There is a time to build up, and a time to break down. Ec 3.3 And sometimes God’s behind the breakdown.

11 January 2018

Sock-puppet theology: Meditation gone bad.

Or as I call it, sock-puppet meditation.

Beginning with the frequently-misunderstood passage:

Hebrews 12.1-2 KWL
1 Consequently we who have a great cloud of witnesses surrounding us,
who put aside every weight and easily-distracting sin:
We run the contest set before us through patient endurance,
looking to the start and finish of faith: Jesus.
2 He endured in joy instead of on what was set before him,
despising the dishonorable cross, and sits at the right of God’s throne.

It’s a sports metaphor, and since we do track and field events a little differently than they did in the Roman Empire, stands to reason Christians will miss, and misinterpret, some of the ideas.

The “cloud of witnesses” among them. Nefós/“cloud” is an odd wording. Christian tradition has borrowed the pagan idea of dead relatives looking down from the heavens upon the living, and interpret this verse to mean departed saints who once witnessed about Jesus, who watch present-day saints as spectators. Cheering us on, we hope. (Cringing at how we repeat all their old mistakes, more likely.)

It’s not at all what the author of Hebrews meant. She meant fellow runners.
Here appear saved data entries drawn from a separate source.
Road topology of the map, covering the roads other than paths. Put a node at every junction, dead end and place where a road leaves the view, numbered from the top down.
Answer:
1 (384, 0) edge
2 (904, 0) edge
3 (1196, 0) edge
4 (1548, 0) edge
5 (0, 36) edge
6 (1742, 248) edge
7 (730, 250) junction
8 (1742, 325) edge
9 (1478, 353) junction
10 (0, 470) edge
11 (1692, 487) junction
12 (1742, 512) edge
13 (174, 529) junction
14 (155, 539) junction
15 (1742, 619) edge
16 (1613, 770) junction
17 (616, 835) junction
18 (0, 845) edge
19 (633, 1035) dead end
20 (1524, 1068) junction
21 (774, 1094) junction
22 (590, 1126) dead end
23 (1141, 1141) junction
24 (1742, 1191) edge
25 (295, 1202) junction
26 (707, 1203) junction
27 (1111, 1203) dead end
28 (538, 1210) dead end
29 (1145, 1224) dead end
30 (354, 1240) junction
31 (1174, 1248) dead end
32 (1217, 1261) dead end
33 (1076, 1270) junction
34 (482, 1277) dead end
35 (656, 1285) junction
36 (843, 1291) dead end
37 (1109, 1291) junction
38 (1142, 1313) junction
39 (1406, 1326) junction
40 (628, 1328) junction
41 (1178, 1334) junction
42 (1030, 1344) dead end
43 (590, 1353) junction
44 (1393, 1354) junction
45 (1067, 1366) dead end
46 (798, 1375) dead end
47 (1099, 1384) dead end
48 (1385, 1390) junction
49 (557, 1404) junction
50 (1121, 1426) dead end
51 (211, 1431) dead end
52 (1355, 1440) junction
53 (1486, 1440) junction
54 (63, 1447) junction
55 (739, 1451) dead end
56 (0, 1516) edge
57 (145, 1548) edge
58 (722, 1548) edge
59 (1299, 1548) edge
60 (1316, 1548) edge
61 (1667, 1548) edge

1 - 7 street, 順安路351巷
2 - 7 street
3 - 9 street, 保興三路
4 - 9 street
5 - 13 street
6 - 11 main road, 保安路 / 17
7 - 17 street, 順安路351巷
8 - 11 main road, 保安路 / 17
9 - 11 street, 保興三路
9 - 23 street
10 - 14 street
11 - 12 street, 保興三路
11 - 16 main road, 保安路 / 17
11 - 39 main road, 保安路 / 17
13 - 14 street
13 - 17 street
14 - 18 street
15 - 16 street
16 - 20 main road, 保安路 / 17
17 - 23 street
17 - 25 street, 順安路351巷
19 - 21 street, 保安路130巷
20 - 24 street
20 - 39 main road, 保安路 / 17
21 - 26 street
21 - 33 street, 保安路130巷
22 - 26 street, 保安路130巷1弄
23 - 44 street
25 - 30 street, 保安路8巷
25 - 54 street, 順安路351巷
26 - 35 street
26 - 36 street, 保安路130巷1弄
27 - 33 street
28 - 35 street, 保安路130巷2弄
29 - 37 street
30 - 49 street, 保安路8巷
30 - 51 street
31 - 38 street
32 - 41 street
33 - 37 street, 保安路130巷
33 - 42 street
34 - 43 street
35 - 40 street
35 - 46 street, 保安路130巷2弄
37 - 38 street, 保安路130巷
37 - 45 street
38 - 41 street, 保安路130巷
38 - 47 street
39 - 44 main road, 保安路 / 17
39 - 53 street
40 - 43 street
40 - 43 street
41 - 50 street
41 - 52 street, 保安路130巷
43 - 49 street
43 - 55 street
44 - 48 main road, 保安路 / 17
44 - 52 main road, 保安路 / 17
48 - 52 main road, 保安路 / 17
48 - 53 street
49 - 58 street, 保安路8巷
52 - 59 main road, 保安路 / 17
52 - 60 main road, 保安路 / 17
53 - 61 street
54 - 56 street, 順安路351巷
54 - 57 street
See, the ancients didn’t run on the rubber or polyurethane surface we put on our running tracks today: They ran on dirt. And what do you get when a bunch of runners race through dirt? Clouds. There’s your cloud of witnesses: Fellow runners. Active co-participants. Not spectators, who usually can’t see through the clouds, which is why we switched to asphalt tracks, and eventually to the stuff we use now. Modern technology made it so we can’t recognize the context anymore, and now the CEV, GNB, and NLT straight-up translate nefós as “crowd.” Meaning, most of us imagine, the crowd of spectators.

I bring this up ’cause the interpretation of a passage makes a really big difference when we meditate upon it. As we do; as we should. But if our mental image of a “cloud of witnesses” consists of spectators instead of co-laborers, we’re gonna get a very different mental image. One which can go all kinds of wrong.

14 December 2017

“Those who wait on the Lord shall renew their strength.”
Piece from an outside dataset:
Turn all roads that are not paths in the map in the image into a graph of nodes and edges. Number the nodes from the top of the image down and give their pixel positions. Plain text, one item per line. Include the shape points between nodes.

Of course we have some iffy ideas about what “waiting on the Lord” entails.

Isaiah 40.31

Whenever I visit fellow Christians at their homes, a large number of ’em have a painting or sculpture of an eagle somewhere. Often it’s an American bald eagle, meant to express their patriotism. Others were purchased at the local Family Christian Stores before it went bankrupt and shut down. Patriotic or not, if it was produced by Christians, it’s gonna be captioned with the following Isaiah verse:

Isaiah 40.31 KJV
But they that wait upon the LORD shall renew their strength; they shall mount up with wings as eagles; they shall run, and not be weary; and they shall walk, and not faint.
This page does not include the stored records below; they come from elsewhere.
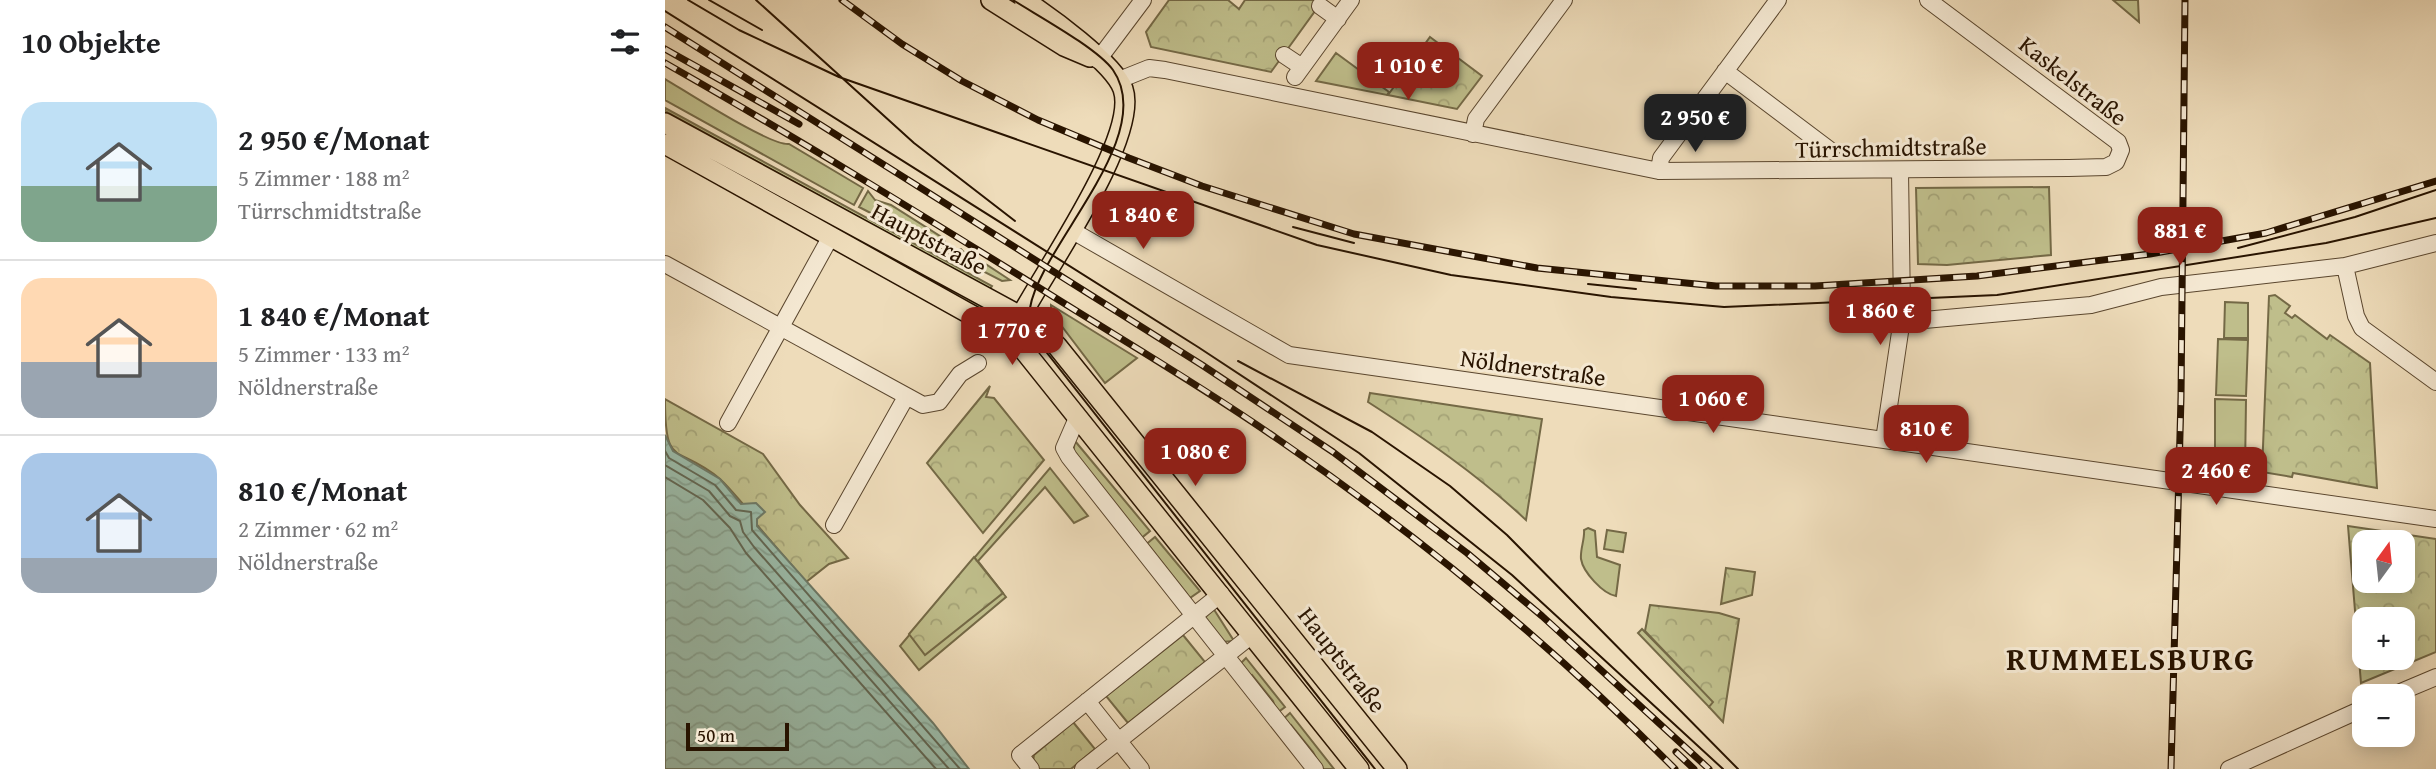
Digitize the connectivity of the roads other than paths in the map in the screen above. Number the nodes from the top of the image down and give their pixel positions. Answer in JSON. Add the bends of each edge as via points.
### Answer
{"nodes":[{"id":1,"x":991,"y":0,"type":"edge"},
{"id":2,"x":1024,"y":0,"type":"edge"},
{"id":3,"x":1143,"y":0,"type":"edge"},
{"id":4,"x":1351,"y":0,"type":"edge"},
{"id":5,"x":1564,"y":0,"type":"edge"},
{"id":6,"x":1778,"y":0,"type":"edge"},
{"id":7,"x":1928,"y":0,"type":"edge"},
{"id":8,"x":1320,"y":6,"type":"dead end"},
{"id":9,"x":1338,"y":19,"type":"junction"},
{"id":10,"x":1284,"y":55,"type":"dead end"},
{"id":11,"x":1098,"y":60,"type":"junction"},
{"id":12,"x":1725,"y":71,"type":"junction"},
{"id":13,"x":1119,"y":80,"type":"junction"},
{"id":14,"x":665,"y":123,"type":"edge"},
{"id":15,"x":1473,"y":134,"type":"junction"},
{"id":16,"x":665,"y":144,"type":"edge"},
{"id":17,"x":2121,"y":150,"type":"joint"},
{"id":18,"x":1831,"y":151,"type":"dead end"},
{"id":19,"x":1659,"y":171,"type":"junction"},
{"id":20,"x":1900,"y":171,"type":"junction"},
{"id":21,"x":1071,"y":230,"type":"junction"},
{"id":22,"x":831,"y":236,"type":"junction"},
{"id":23,"x":2436,"y":243,"type":"edge"},
{"id":24,"x":665,"y":264,"type":"edge"},
{"id":25,"x":2345,"y":266,"type":"junction"},
{"id":26,"x":1902,"y":314,"type":"junction"},
{"id":27,"x":1020,"y":316,"type":"junction"},
{"id":28,"x":780,"y":327,"type":"junction"},
{"id":29,"x":1009,"y":338,"type":"junction"},
{"id":30,"x":978,"y":363,"type":"dead end"},
{"id":31,"x":2436,"y":383,"type":"edge"},
{"id":32,"x":906,"y":397,"type":"junction"},
{"id":33,"x":1077,"y":418,"type":"junction"},
{"id":34,"x":728,"y":423,"type":"dead end"},
{"id":35,"x":1884,"y":440,"type":"junction"},
{"id":36,"x":2436,"y":519,"type":"edge"},
{"id":37,"x":834,"y":525,"type":"dead end"},
{"id":38,"x":1221,"y":594,"type":"junction"},
{"id":39,"x":1193,"y":615,"type":"junction"},
{"id":40,"x":1252,"y":635,"type":"junction"},
{"id":41,"x":1225,"y":656,"type":"junction"},
{"id":42,"x":2436,"y":677,"type":"edge"},
{"id":43,"x":2415,"y":686,"type":"edge"},
{"id":44,"x":1087,"y":701,"type":"junction"},
{"id":45,"x":2352,"y":713,"type":"edge"},
{"id":46,"x":1119,"y":741,"type":"junction"},
{"id":47,"x":1031,"y":769,"type":"edge"},
{"id":48,"x":1083,"y":769,"type":"edge"},
{"id":49,"x":1141,"y":769,"type":"edge"},
{"id":50,"x":1315,"y":769,"type":"edge"},
{"id":51,"x":1359,"y":769,"type":"edge"},
{"id":52,"x":1397,"y":769,"type":"edge"},
{"id":53,"x":2229,"y":769,"type":"edge"}],
"edges":[{"from":1,"to":11,"type":"main road","via":[[1064,46]]},
{"from":2,"to":11,"type":"main road","via":[[1067,29]]},
{"from":3,"to":11,"type":"street"},
{"from":4,"to":9,"type":"street"},
{"from":5,"to":15,"type":"street","via":[[1476,119]]},
{"from":6,"to":12,"type":"street"},
{"from":7,"to":17,"type":"street","name":"Kaskelstraße","via":[[2118,142]]},
{"from":8,"to":9,"type":"street"},
{"from":9,"to":10,"type":"street","via":[[1298,72]]},
{"from":11,"to":13,"type":"main road"},
{"from":12,"to":18,"type":"street"},
{"from":12,"to":19,"type":"street","via":[[1661,158]]},
{"from":13,"to":15,"type":"street","name":"Türrschmidtstraße","via":[[1149,68],[1161,69]]},
{"from":13,"to":21,"type":"main road","via":[[1125,101],[1121,123],[1101,176]]},
{"from":14,"to":27,"type":"main road","name":"Hauptstraße"},
{"from":15,"to":19,"type":"street","name":"Türrschmidtstraße"},
{"from":16,"to":22,"type":"main road","name":"Hauptstraße"},
{"from":17,"to":20,"type":"street","name":"Türrschmidtstraße","via":[[2116,162],[2106,167]]},
{"from":19,"to":20,"type":"street","name":"Türrschmidtstraße"},
{"from":20,"to":26,"type":"street"},
{"from":21,"to":27,"type":"main road"},
{"from":21,"to":35,"type":"street","name":"Nöldnerstraße","via":[[1289,355]]},
{"from":22,"to":28,"type":"street"},
{"from":22,"to":29,"type":"main road","name":"Hauptstraße"},
{"from":23,"to":25,"type":"street"},
{"from":24,"to":28,"type":"street"},
{"from":25,"to":26,"type":"street","via":[[2161,287],[2091,305]]},
{"from":25,"to":31,"type":"street","via":[[2362,328]]},
{"from":26,"to":35,"type":"street"},
{"from":27,"to":29,"type":"main road"},
{"from":27,"to":52,"type":"main road","name":"Hauptstraße","via":[[1057,346]]},
{"from":28,"to":32,"type":"street"},
{"from":28,"to":34,"type":"street"},
{"from":29,"to":33,"type":"main road","name":"Hauptstraße","via":[[1033,360]]},
{"from":30,"to":32,"type":"street","via":[[960,374],[939,402],[923,405]]},
{"from":32,"to":37,"type":"street"},
{"from":33,"to":38,"type":"main road","name":"Hauptstraße"},
{"from":33,"to":39,"type":"street","via":[[1064,448]]},
{"from":35,"to":36,"type":"street","name":"Nöldnerstraße"},
{"from":38,"to":39,"type":"street"},
{"from":38,"to":40,"type":"main road","name":"Hauptstraße"},
{"from":39,"to":41,"type":"street"},
{"from":39,"to":44,"type":"street"},
{"from":40,"to":41,"type":"street"},
{"from":40,"to":51,"type":"main road","name":"Hauptstraße"},
{"from":41,"to":46,"type":"street"},
{"from":41,"to":50,"type":"street"},
{"from":42,"to":43,"type":"street"},
{"from":44,"to":46,"type":"street"},
{"from":44,"to":47,"type":"street","via":[[1020,755]]},
{"from":45,"to":53,"type":"street"},
{"from":46,"to":48,"type":"street"},
{"from":46,"to":49,"type":"street"}]}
The sentiment which really appeals to Christians, whether it’s blended with patriotism or not, is the idea the LORD, our creator, has inexhaustible strength, Is 40.28 and empowers the weak. Is 40.29 Even though the strongest of us may fail, Is 40.30 God can indefinitely renew our strength. Is 40.31

Well, if we trust in the LORD. Hopefully we do.

So it’s meant as encouragement for those of us whose batteries run low, thanks to working hard, playing hard, and otherwise doing a crappy job of resting. When we’re exhausted, God can recharge us. When our resources are taxed, God can replenish ’em. Many’s the time I’ve told my students, “I ran out of patience with you a long time ago; I’m tapping God’s patience now.” Tapping God’s dyamis power,” his dynamo of endless cosmic supply, is possible for every Christian.

Right? Well… now we get to the bit where Christians take this verse out of context.